» RECORDS FOR THE EXERCISE
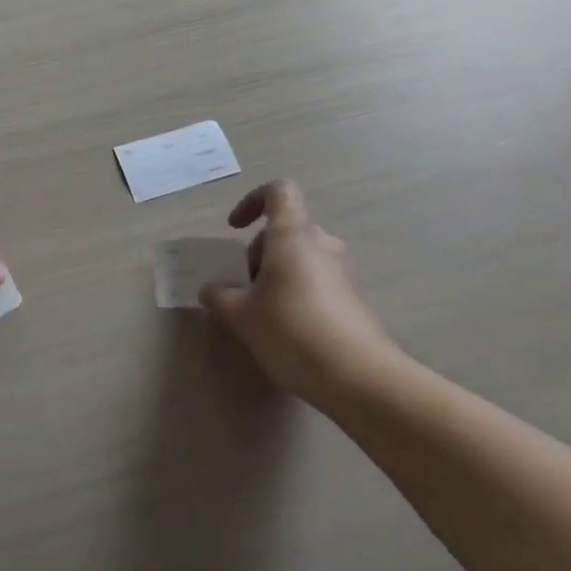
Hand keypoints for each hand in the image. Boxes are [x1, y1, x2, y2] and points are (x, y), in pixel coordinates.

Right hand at [198, 179, 402, 407]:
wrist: (361, 379)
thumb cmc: (292, 331)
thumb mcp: (242, 316)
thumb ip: (220, 298)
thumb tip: (210, 291)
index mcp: (293, 236)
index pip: (278, 192)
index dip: (252, 201)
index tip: (235, 229)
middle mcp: (322, 245)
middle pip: (285, 230)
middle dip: (258, 254)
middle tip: (244, 290)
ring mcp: (343, 272)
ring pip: (301, 258)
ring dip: (277, 276)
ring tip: (263, 314)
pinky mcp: (355, 300)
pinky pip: (318, 282)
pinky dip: (298, 294)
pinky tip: (290, 332)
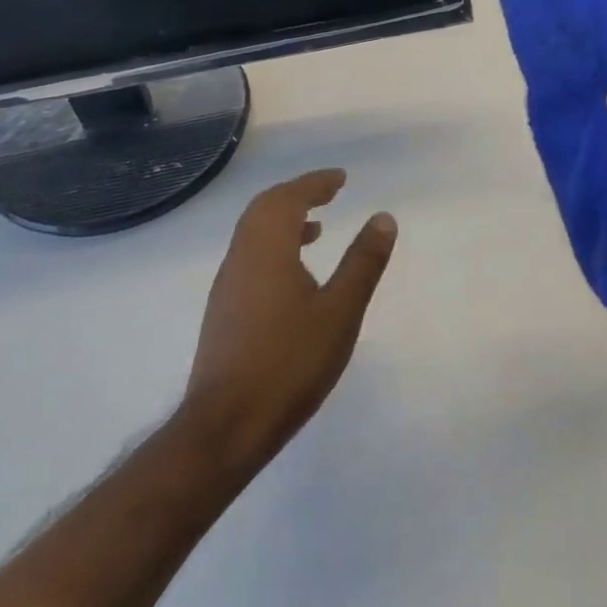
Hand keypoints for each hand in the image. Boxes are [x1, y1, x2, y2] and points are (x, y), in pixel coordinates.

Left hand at [181, 170, 394, 476]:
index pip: (288, 198)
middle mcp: (240, 258)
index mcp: (266, 248)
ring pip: (253, 235)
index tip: (340, 178)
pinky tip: (295, 277)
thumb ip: (363, 262)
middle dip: (297, 195)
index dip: (315, 183)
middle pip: (264, 210)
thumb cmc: (289, 362)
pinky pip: (249, 258)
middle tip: (328, 194)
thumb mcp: (340, 310)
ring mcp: (227, 286)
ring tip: (317, 230)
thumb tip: (383, 218)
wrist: (226, 427)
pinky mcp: (223, 313)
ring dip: (284, 222)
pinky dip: (274, 247)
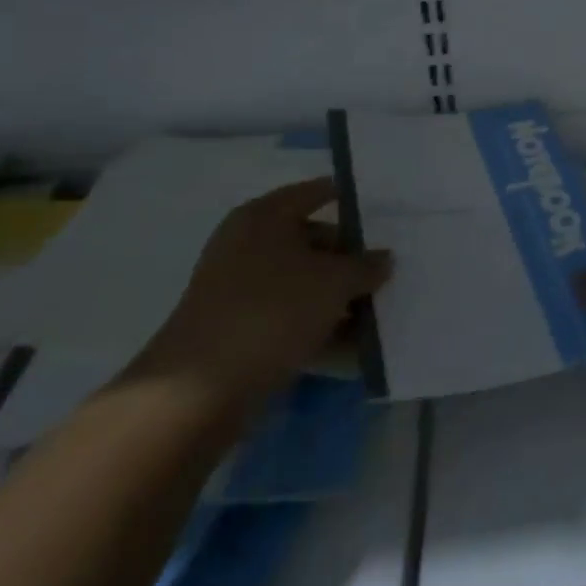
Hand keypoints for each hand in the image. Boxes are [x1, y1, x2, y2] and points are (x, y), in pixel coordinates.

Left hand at [127, 179, 390, 413]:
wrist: (197, 392)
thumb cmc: (272, 311)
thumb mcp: (334, 282)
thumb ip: (365, 265)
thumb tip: (383, 258)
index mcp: (265, 216)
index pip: (317, 192)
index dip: (352, 200)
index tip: (386, 213)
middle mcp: (248, 244)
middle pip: (312, 239)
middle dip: (350, 257)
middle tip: (388, 270)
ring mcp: (238, 289)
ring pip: (302, 282)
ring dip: (338, 296)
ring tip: (378, 310)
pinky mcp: (236, 330)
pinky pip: (288, 316)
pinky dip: (318, 324)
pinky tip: (352, 343)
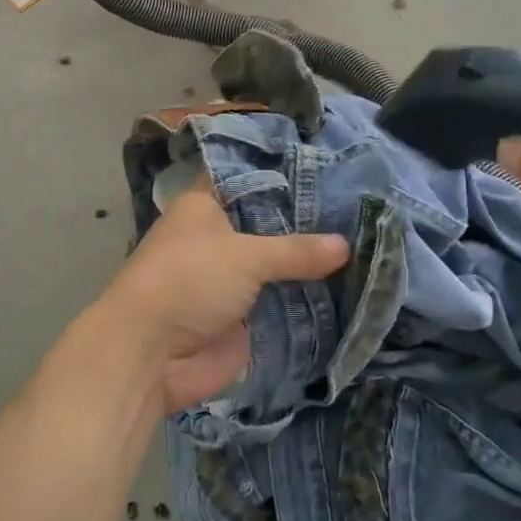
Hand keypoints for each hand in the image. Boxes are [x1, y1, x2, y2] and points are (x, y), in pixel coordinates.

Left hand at [87, 183, 348, 414]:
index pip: (249, 177)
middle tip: (362, 206)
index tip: (331, 165)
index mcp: (206, 206)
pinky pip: (283, 303)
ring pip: (279, 265)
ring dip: (313, 264)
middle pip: (271, 223)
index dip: (284, 172)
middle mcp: (219, 237)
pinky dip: (309, 300)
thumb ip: (295, 250)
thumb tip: (345, 245)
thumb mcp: (245, 256)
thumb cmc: (188, 281)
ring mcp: (233, 279)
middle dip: (309, 221)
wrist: (151, 354)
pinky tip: (355, 287)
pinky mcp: (244, 317)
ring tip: (370, 243)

» TASK OBJECTIVE
Determine how many lines in the listing above hold the word "Left", and reply with that number only.

» YOUR SOLUTION
3